Because of this you stay invested in highest market value shares in the market.
Now, coming to risks :
1. Concentration : Indian indices are heavily concentrated on a few
stocks and sectors for instance, the top 10 stocks form around 60%, and the top
3 sectors form around 66% of Nifty 50.
2. Lack of control : An index is a set portfolio meaning you can't choose
the underlying stocks and their weights.
3. Zero downside protection : If an index falls by 10%, your portfolio
falls by 10% too as there is no fund manager to manage risks.
4. Lack of growth : An index follows the profits growth of underlying
stocks over the long run.
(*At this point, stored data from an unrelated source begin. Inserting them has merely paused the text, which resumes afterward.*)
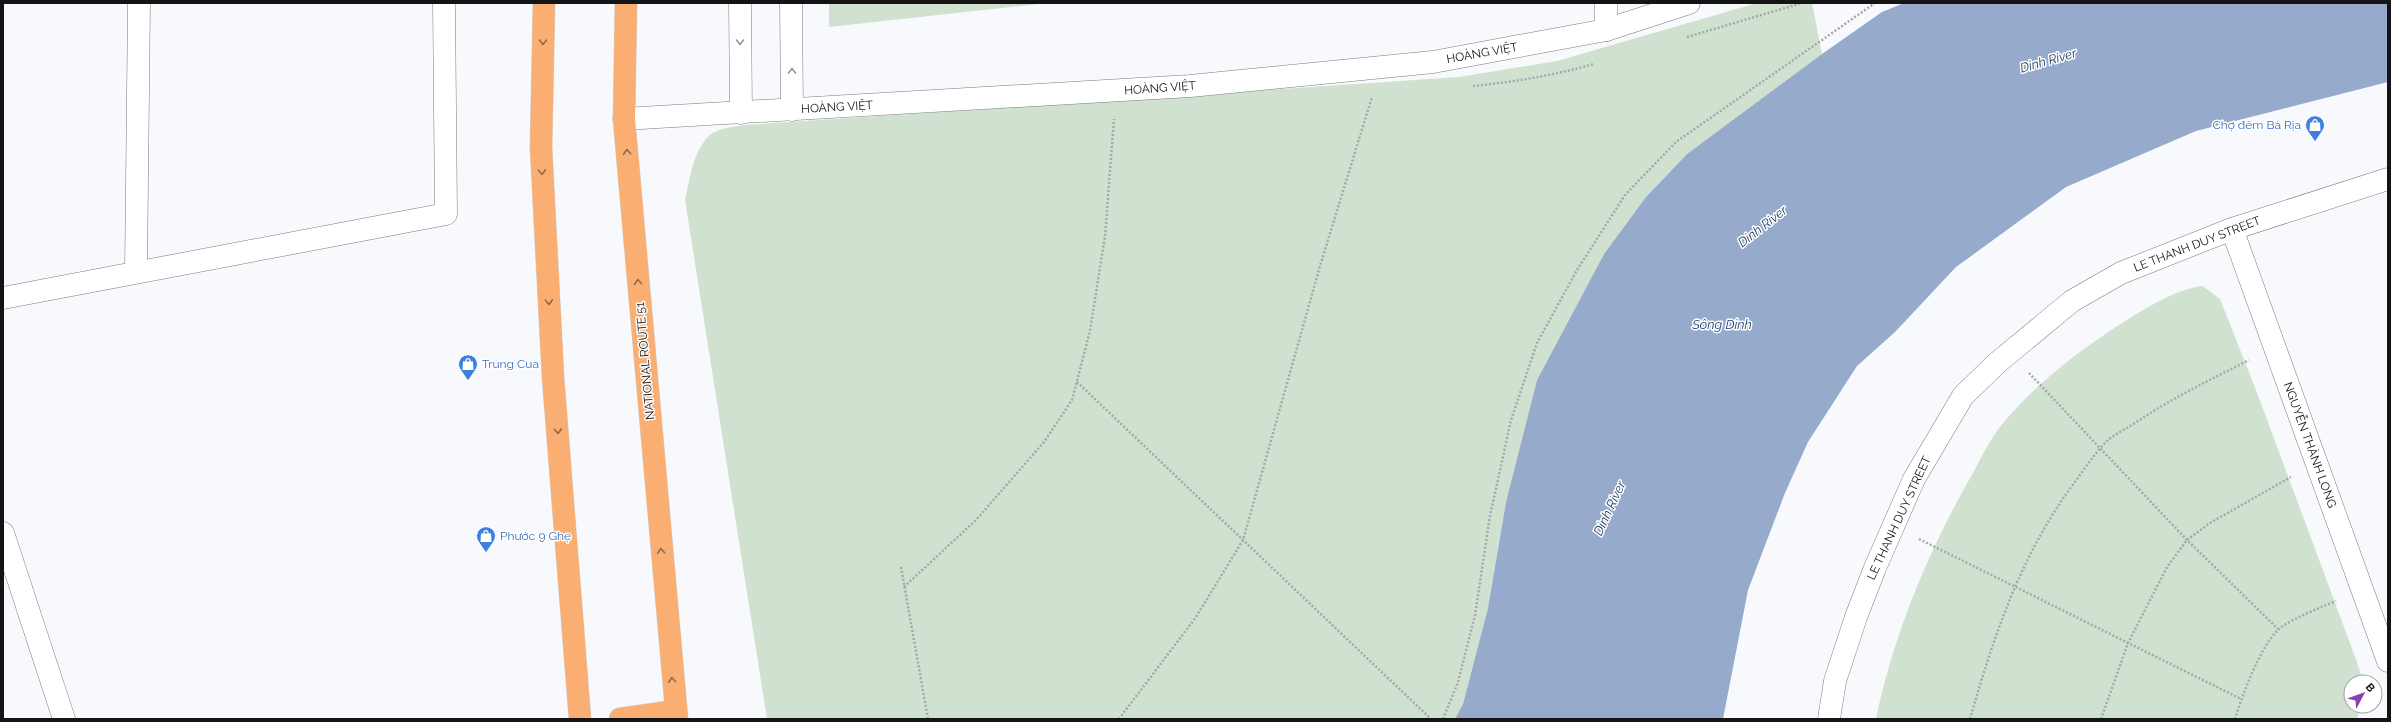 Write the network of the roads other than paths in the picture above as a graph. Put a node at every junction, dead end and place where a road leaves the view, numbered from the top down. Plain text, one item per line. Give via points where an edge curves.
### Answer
1 (139, 3) edge
2 (444, 3) edge
3 (544, 3) edge
4 (626, 3) edge
5 (740, 3) edge
6 (791, 3) edge
7 (1606, 3) edge
8 (1689, 3) edge
9 (1606, 30) junction
10 (792, 110) junction
11 (741, 113) junction
12 (624, 119) junction
13 (2388, 179) edge
14 (2232, 229) junction
15 (136, 272) junction
16 (3, 298) edge
17 (3, 533) edge
18 (2388, 661) edge
19 (676, 715) edge
20 (64, 719) edge
21 (580, 719) edge
22 (620, 719) edge
23 (1829, 719) edge

1 - 15 street
2 - 15 street via 446,214
3 -> 21 highway via 541,147 553,377
4 - 12 highway, NATIONAL ROUTE 51
5 -> 11 street
10 -> 6 street
7 - 9 street
8 - 9 street, HOÀNG VIỆT
9 - 10 street, HOÀNG VIỆT via 1433,62 1190,86
10 - 11 street, HOÀNG VIỆT
11 - 12 street, HOÀNG VIỆT
19 -> 12 highway, NATIONAL ROUTE 51
13 - 14 street, LE THANH DUY STREET
14 - 18 street, NGUYỄN THÀNH LONG
14 - 23 street, LE THANH DUY STREET via 2121,273 2072,301 2009,352 1963,396 1914,479 1893,527 1856,617 1835,681
15 - 16 street
17 - 20 street
19 - 22 highway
So, an index may remain sideways or even fall when the
growth is low or zero.
How to pick an index fund which can give much return to Defeat Inflation?
Pick a fund with :
1. High AUM (Assets under management)
2. Low expense ratio (Fund
expenses measured as a % of AUM)
3. Low tracking error (The difference
between fund returns and index returns)
Which index to chose from? So the recommended combination is Nifty 50 + Nifty
next 50.
1. They represent around 80% of the free-float market value of the Indian
stock market.
2. All other index variants have either low AUM or high
expenses or both.
~ Let's conclude by quoting John Bogle words: "The winning formula for success
in investing is owning the entire stock market through an index fund, and then
doing nothing. Just stay the course".